§ PROBLEM REQUIREMENTS: Locate all lines in the data below that hold "down" and show them.

** DATA UNDER STUDY follows **

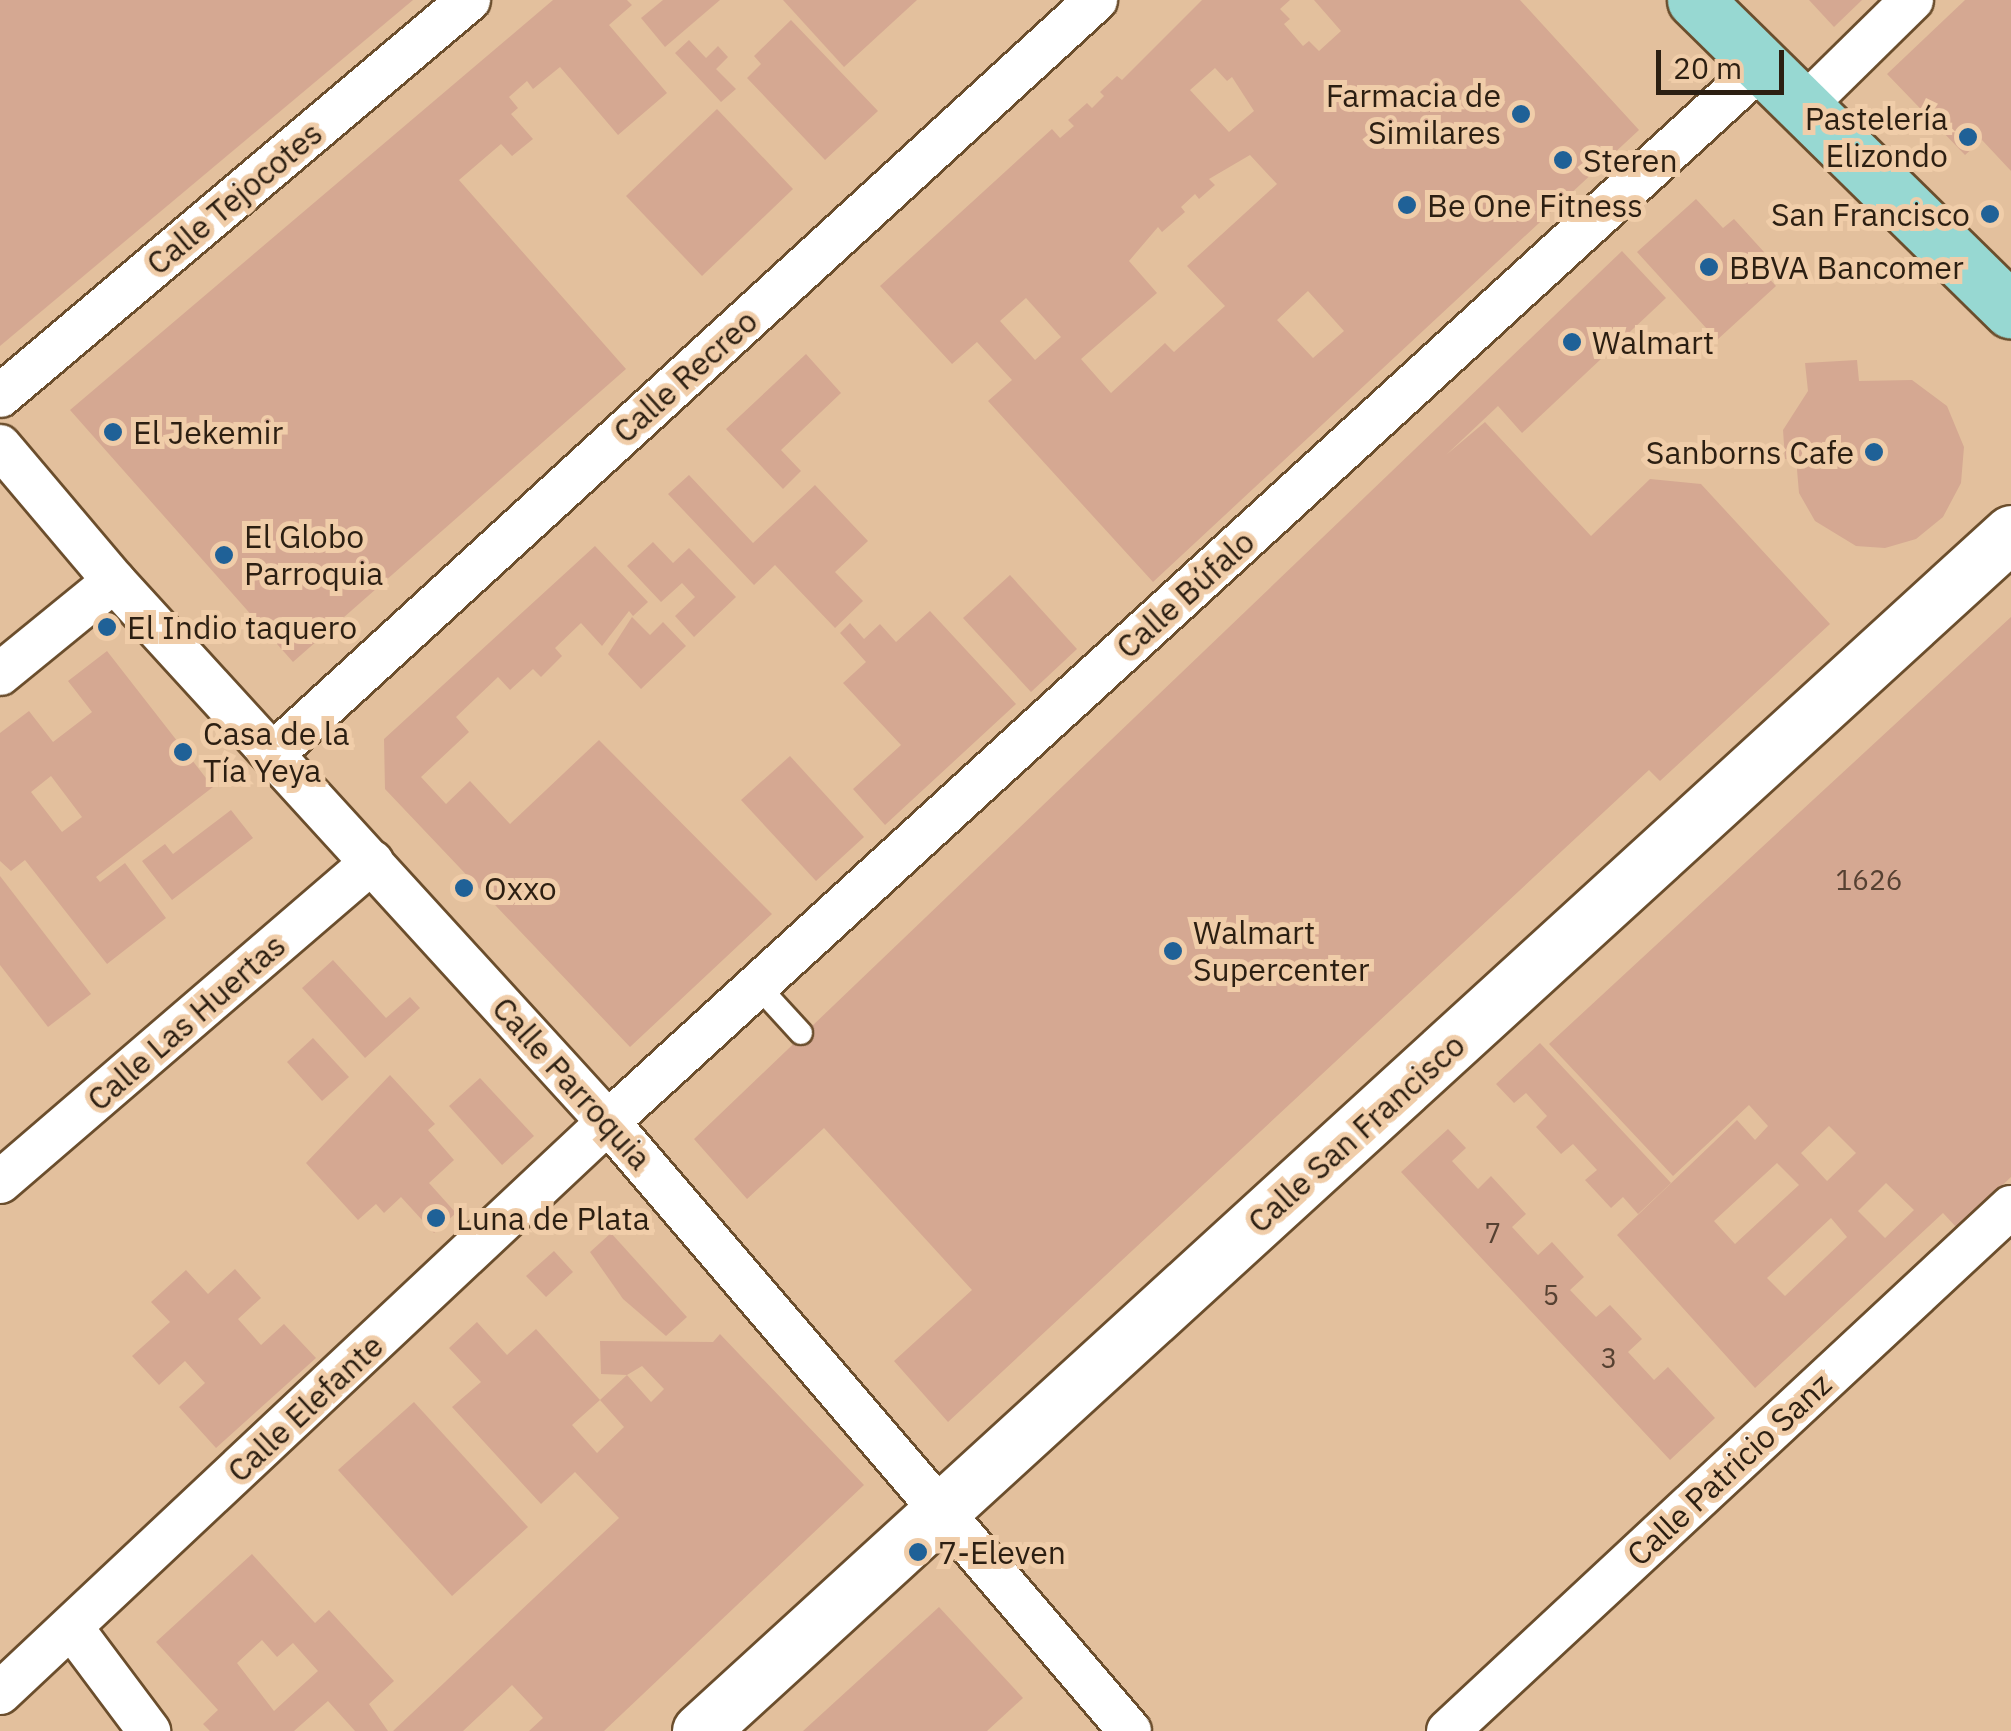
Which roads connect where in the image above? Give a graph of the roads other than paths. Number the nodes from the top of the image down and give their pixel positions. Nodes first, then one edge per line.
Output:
1 (469, 0) edge
2 (1096, 0) edge
3 (1695, 0) edge
4 (1912, 0) edge
5 (1762, 66) junction
6 (1803, 106) junction
7 (2011, 310) edge
8 (0, 396) edge
9 (0, 446) edge
10 (2011, 533) edge
11 (114, 581) junction
12 (0, 674) edge
13 (274, 753) junction
14 (372, 862) junction
15 (758, 986) junction
16 (801, 1033) dead end
17 (608, 1122) junction
18 (0, 1182) edge
19 (2011, 1207) edge
20 (945, 1508) junction
21 (72, 1628) junction
22 (0, 1693) edge
23 (149, 1731) edge
24 (700, 1731) edge
25 (1130, 1731) edge
26 (1448, 1731) edge

1 - 8 street, Calle Tejocotes
2 - 13 street, Calle Recreo
3 - 5 main road
4 - 6 street
5 - 6 main road
5 - 15 street, Calle Búfalo
6 - 7 main road
9 - 11 street, Calle Parroquia
10 - 20 street, Calle San Francisco
11 - 12 street
11 - 13 street, Calle Parroquia
13 - 14 street, Calle Parroquia
14 - 17 street, Calle Parroquia
14 - 18 street, Calle Las Huertas
15 - 16 lane
15 - 17 street, Calle Búfalo
17 - 20 street, Calle Parroquia
17 - 21 street, Calle Elefante
19 - 26 street, Calle Patricio Sanz
20 - 24 street, Calle San Francisco
20 - 25 street, Calle Parroquia
21 - 22 street, Calle Elefante
21 - 23 street

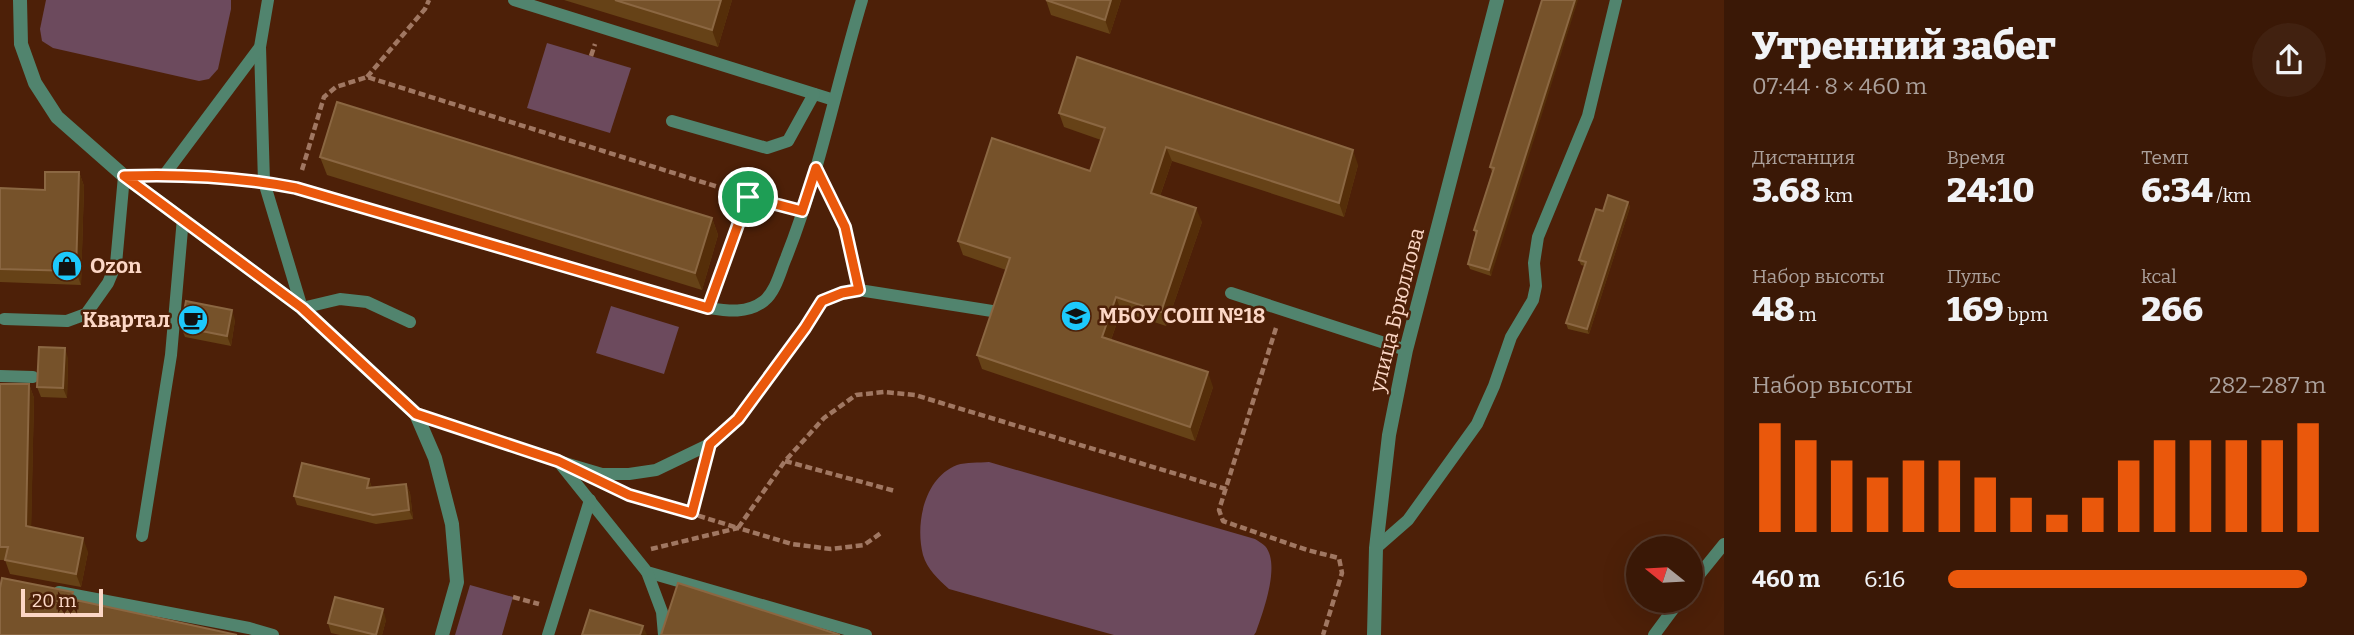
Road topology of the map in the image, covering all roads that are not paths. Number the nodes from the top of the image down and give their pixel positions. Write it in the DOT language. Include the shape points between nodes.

** End of DATA UNDER STUDY **

§ TASK ANSWER:
Which roads connect where in the image above? Give a graph of the roads other than paths. Number the nodes from the top of the image down and give their pixel positions. Nodes first, then one edge per line.
Road topology of the map in the image, covering all roads that are not paths. Number the nodes from the top of the image down and give their pixel positions. Write it in the DOT language. Include the shape points between nodes.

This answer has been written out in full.